**What the task asks:** If a line of the material holds the string "roads", please copy it.

**Provided entries:**
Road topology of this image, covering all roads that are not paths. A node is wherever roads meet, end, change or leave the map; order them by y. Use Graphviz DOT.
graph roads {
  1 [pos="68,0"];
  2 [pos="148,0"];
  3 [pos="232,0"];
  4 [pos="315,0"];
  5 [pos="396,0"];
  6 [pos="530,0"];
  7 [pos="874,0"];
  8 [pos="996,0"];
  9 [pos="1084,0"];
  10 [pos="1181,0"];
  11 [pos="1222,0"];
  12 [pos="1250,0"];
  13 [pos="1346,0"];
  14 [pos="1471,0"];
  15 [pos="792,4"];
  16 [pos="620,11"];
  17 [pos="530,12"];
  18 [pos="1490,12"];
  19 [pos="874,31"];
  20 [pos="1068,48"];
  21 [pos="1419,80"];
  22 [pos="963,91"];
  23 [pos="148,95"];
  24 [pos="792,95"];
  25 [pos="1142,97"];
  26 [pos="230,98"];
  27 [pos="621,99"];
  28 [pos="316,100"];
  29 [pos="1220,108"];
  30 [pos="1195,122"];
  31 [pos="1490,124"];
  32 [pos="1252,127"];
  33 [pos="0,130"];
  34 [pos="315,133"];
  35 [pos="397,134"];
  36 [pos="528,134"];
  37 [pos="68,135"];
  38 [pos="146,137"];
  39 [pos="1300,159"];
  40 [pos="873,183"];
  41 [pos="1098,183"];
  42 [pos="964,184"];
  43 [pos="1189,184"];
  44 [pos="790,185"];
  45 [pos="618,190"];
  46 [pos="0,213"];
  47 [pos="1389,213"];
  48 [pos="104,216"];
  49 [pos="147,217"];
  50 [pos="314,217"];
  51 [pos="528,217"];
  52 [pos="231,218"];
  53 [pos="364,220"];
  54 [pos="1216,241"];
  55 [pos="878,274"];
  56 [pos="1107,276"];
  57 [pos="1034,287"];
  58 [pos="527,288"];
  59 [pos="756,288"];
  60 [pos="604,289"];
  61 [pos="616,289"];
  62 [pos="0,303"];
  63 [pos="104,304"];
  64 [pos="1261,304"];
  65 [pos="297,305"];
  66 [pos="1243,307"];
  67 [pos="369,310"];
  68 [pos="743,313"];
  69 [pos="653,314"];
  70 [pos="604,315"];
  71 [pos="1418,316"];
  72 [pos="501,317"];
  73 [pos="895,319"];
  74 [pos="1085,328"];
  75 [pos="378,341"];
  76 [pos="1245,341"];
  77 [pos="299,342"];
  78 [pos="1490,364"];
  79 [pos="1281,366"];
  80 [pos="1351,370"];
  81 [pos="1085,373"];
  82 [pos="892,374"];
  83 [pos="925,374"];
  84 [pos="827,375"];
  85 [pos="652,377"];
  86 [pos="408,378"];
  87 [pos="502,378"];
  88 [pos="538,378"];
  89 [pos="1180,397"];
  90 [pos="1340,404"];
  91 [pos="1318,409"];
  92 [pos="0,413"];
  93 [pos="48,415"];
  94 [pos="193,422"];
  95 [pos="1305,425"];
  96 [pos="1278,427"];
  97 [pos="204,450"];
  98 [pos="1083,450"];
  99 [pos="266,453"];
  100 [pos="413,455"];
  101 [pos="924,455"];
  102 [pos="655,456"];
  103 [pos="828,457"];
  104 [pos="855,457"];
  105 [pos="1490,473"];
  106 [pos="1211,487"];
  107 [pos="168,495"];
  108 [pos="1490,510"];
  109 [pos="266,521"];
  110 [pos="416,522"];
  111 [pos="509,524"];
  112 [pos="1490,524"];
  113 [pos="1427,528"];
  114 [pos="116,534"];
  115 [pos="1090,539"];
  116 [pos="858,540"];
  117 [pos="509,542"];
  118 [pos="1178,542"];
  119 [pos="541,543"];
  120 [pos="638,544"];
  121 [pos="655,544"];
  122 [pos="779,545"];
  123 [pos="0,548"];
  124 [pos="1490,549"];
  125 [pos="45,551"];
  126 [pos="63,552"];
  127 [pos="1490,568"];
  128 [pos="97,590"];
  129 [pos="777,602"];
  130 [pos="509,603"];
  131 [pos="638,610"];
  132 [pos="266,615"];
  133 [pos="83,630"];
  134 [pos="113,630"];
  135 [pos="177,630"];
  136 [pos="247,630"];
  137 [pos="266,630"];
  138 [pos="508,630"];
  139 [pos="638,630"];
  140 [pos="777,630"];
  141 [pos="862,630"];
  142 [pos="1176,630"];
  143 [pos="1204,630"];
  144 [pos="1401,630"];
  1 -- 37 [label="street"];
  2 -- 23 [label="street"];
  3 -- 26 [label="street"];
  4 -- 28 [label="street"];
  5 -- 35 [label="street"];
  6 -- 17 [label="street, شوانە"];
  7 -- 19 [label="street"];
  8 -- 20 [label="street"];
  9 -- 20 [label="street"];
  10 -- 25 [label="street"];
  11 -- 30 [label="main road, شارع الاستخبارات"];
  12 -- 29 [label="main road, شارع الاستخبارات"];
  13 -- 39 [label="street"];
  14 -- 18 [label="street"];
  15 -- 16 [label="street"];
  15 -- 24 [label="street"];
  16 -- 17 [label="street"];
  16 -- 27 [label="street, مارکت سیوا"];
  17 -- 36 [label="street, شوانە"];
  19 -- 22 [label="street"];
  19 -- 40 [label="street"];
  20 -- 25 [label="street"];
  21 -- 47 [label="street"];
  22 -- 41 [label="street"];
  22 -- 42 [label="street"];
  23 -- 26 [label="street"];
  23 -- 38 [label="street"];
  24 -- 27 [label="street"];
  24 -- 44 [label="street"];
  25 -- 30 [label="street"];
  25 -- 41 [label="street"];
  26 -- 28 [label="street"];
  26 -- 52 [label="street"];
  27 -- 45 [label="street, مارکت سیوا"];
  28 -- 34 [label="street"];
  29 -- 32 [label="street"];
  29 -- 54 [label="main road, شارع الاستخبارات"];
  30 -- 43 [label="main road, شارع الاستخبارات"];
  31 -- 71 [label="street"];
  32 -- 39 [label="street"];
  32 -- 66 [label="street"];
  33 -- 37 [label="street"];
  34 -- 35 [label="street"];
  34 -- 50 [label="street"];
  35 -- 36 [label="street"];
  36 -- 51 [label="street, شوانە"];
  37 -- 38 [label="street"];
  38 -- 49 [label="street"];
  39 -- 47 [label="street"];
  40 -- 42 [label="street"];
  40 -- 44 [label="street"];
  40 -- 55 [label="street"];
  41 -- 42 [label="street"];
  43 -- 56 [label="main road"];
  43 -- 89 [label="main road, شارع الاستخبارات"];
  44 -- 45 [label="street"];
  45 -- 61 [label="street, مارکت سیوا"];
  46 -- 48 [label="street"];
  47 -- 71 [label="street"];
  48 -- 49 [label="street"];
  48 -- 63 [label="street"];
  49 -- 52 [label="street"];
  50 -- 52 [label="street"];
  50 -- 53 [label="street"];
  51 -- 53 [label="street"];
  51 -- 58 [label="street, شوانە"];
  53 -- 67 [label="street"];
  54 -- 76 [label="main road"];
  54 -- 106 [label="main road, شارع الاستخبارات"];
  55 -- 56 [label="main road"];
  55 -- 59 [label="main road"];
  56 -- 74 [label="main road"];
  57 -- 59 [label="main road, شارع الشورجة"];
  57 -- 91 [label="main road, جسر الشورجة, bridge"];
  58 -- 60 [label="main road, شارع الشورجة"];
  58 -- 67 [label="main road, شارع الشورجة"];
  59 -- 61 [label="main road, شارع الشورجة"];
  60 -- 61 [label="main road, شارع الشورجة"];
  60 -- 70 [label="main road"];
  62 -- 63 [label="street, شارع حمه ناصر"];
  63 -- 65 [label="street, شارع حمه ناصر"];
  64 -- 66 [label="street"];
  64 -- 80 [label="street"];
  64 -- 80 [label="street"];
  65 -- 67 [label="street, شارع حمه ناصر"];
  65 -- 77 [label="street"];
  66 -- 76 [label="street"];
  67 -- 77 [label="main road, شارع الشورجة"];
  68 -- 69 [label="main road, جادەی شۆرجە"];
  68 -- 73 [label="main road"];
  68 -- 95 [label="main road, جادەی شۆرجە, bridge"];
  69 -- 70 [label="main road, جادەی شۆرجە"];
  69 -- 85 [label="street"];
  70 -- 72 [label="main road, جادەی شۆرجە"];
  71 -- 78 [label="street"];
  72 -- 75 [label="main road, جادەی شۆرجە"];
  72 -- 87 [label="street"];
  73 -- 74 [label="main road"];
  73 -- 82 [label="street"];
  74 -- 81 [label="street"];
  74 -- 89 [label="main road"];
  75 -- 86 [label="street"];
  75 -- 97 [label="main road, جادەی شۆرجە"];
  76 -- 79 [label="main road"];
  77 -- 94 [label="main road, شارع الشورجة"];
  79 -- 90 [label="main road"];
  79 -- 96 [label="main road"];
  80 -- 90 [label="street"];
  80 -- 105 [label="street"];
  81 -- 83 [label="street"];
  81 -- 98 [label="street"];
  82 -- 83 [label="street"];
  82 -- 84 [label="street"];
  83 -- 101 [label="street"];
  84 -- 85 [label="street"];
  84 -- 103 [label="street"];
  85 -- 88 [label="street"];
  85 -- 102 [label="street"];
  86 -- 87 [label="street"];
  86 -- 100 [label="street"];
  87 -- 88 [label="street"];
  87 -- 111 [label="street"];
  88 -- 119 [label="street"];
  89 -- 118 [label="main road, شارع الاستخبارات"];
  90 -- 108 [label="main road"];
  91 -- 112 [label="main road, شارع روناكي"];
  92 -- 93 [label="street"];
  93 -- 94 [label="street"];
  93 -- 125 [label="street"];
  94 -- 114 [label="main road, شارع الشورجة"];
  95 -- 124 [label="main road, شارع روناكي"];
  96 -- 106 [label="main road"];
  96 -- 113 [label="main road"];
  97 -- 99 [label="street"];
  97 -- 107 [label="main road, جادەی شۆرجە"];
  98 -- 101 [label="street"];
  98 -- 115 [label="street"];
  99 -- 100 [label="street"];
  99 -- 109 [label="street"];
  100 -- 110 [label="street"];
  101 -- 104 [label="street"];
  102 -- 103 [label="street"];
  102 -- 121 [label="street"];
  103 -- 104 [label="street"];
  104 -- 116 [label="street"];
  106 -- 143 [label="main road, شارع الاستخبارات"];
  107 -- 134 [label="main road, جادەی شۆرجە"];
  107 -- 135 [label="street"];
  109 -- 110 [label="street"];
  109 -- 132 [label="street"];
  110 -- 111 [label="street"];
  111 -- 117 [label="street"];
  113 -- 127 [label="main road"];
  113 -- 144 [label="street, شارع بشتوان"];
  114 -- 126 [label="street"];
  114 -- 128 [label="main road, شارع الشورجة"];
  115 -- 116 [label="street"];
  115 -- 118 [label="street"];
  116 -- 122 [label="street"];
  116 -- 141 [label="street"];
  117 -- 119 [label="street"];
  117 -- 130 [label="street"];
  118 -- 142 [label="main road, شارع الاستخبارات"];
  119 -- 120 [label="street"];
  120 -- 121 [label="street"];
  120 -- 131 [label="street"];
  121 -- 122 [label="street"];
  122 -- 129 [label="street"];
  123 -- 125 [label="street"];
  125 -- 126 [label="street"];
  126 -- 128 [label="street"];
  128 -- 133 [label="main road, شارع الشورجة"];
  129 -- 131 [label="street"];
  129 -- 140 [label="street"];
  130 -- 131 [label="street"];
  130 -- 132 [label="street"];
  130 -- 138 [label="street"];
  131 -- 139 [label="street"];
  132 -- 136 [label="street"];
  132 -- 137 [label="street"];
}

**Solution:**
Road topology of this image, covering all roads that are not paths. A node is wherever roads meet, end, change or leave the map; order them by y. Use Graphviz DOT.
graph roads {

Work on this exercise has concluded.